### [Instructions for the task]
Repeat all the data word for word.

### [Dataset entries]
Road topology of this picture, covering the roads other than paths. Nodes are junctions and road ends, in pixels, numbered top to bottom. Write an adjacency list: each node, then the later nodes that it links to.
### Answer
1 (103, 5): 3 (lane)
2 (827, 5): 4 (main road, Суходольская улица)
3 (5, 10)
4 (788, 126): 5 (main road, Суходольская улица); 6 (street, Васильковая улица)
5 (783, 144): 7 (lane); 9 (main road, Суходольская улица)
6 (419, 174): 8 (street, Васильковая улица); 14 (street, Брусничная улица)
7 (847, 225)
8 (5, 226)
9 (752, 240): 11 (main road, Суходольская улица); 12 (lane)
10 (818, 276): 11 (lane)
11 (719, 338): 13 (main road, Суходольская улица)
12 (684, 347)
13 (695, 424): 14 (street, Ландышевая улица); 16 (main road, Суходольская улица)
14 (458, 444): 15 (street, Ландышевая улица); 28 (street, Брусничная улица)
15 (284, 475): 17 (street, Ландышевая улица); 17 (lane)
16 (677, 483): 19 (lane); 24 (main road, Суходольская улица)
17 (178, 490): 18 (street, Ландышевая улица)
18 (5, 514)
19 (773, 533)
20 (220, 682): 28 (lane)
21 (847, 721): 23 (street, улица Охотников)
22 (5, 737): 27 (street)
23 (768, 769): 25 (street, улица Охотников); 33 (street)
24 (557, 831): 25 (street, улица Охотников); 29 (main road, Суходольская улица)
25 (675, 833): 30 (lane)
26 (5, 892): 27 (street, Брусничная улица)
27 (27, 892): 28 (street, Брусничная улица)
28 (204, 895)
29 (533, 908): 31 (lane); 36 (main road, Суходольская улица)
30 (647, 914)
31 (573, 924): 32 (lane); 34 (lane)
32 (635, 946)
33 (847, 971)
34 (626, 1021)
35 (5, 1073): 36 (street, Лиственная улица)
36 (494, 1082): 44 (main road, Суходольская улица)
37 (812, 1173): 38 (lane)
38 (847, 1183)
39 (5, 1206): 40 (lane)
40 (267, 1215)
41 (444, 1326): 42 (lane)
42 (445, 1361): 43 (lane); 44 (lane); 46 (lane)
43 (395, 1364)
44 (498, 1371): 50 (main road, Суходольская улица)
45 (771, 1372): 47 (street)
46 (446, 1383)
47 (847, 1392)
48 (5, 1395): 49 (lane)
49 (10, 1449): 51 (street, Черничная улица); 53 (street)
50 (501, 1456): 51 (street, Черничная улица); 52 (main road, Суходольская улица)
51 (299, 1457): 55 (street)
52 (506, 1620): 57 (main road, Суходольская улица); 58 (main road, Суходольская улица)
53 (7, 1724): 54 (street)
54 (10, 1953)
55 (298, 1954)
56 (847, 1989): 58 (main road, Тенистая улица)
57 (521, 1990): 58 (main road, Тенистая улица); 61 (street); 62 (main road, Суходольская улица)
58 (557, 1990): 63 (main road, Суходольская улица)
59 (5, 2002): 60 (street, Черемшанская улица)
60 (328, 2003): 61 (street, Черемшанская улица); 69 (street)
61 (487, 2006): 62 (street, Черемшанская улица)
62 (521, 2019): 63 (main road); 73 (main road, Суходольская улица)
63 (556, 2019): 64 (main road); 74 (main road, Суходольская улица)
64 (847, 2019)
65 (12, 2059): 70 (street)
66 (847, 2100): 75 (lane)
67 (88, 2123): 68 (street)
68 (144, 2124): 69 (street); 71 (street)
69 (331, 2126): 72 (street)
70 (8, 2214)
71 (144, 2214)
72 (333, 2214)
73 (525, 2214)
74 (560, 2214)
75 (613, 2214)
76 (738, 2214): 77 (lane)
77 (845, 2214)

### [Solution for this problem]
Road topology of this picture, covering the roads other than paths. Nodes are junctions and road ends, in pixels, numbered top to bottom. Write an adjacency list: each node, then the later nodes that it links to.
### Answer
1 (103, 5): 3 (lane)
2 (827, 5): 4 (main road, Суходольская улица)
3 (5, 10)
4 (788, 126): 5 (main road, Суходольская улица); 6 (street, Васильковая улица)
5 (783, 144): 7 (lane); 9 (main road, Суходольская улица)
6 (419, 174): 8 (street, Васильковая улица); 14 (street, Брусничная улица)
7 (847, 225)
8 (5, 226)
9 (752, 240): 11 (main road, Суходольская улица); 12 (lane)
10 (818, 276): 11 (lane)
11 (719, 338): 13 (main road, Суходольская улица)
12 (684, 347)
13 (695, 424): 14 (street, Ландышевая улица); 16 (main road, Суходольская улица)
14 (458, 444): 15 (street, Ландышевая улица); 28 (street, Брусничная улица)
15 (284, 475): 17 (street, Ландышевая улица); 17 (lane)
16 (677, 483): 19 (lane); 24 (main road, Суходольская улица)
17 (178, 490): 18 (street, Ландышевая улица)
18 (5, 514)
19 (773, 533)
20 (220, 682): 28 (lane)
21 (847, 721): 23 (street, улица Охотников)
22 (5, 737): 27 (street)
23 (768, 769): 25 (street, улица Охотников); 33 (street)
24 (557, 831): 25 (street, улица Охотников); 29 (main road, Суходольская улица)
25 (675, 833): 30 (lane)
26 (5, 892): 27 (street, Брусничная улица)
27 (27, 892): 28 (street, Брусничная улица)
28 (204, 895)
29 (533, 908): 31 (lane); 36 (main road, Суходольская улица)
30 (647, 914)
31 (573, 924): 32 (lane); 34 (lane)
32 (635, 946)
33 (847, 971)
34 (626, 1021)
35 (5, 1073): 36 (street, Лиственная улица)
36 (494, 1082): 44 (main road, Суходольская улица)
37 (812, 1173): 38 (lane)
38 (847, 1183)
39 (5, 1206): 40 (lane)
40 (267, 1215)
41 (444, 1326): 42 (lane)
42 (445, 1361): 43 (lane); 44 (lane); 46 (lane)
43 (395, 1364)
44 (498, 1371): 50 (main road, Суходольская улица)
45 (771, 1372): 47 (street)
46 (446, 1383)
47 (847, 1392)
48 (5, 1395): 49 (lane)
49 (10, 1449): 51 (street, Черничная улица); 53 (street)
50 (501, 1456): 51 (street, Черничная улица); 52 (main road, Суходольская улица)
51 (299, 1457): 55 (street)
52 (506, 1620): 57 (main road, Суходольская улица); 58 (main road, Суходольская улица)
53 (7, 1724): 54 (street)
54 (10, 1953)
55 (298, 1954)
56 (847, 1989): 58 (main road, Тенистая улица)
57 (521, 1990): 58 (main road, Тенистая улица); 61 (street); 62 (main road, Суходольская улица)
58 (557, 1990): 63 (main road, Суходольская улица)
59 (5, 2002): 60 (street, Черемшанская улица)
60 (328, 2003): 61 (street, Черемшанская улица); 69 (street)
61 (487, 2006): 62 (street, Черемшанская улица)
62 (521, 2019): 63 (main road); 73 (main road, Суходольская улица)
63 (556, 2019): 64 (main road); 74 (main road, Суходольская улица)
64 (847, 2019)
65 (12, 2059): 70 (street)
66 (847, 2100): 75 (lane)
67 (88, 2123): 68 (street)
68 (144, 2124): 69 (street); 71 (street)
69 (331, 2126): 72 (street)
70 (8, 2214)
71 (144, 2214)
72 (333, 2214)
73 (525, 2214)
74 (560, 2214)
75 (613, 2214)
76 (738, 2214): 77 (lane)
77 (845, 2214)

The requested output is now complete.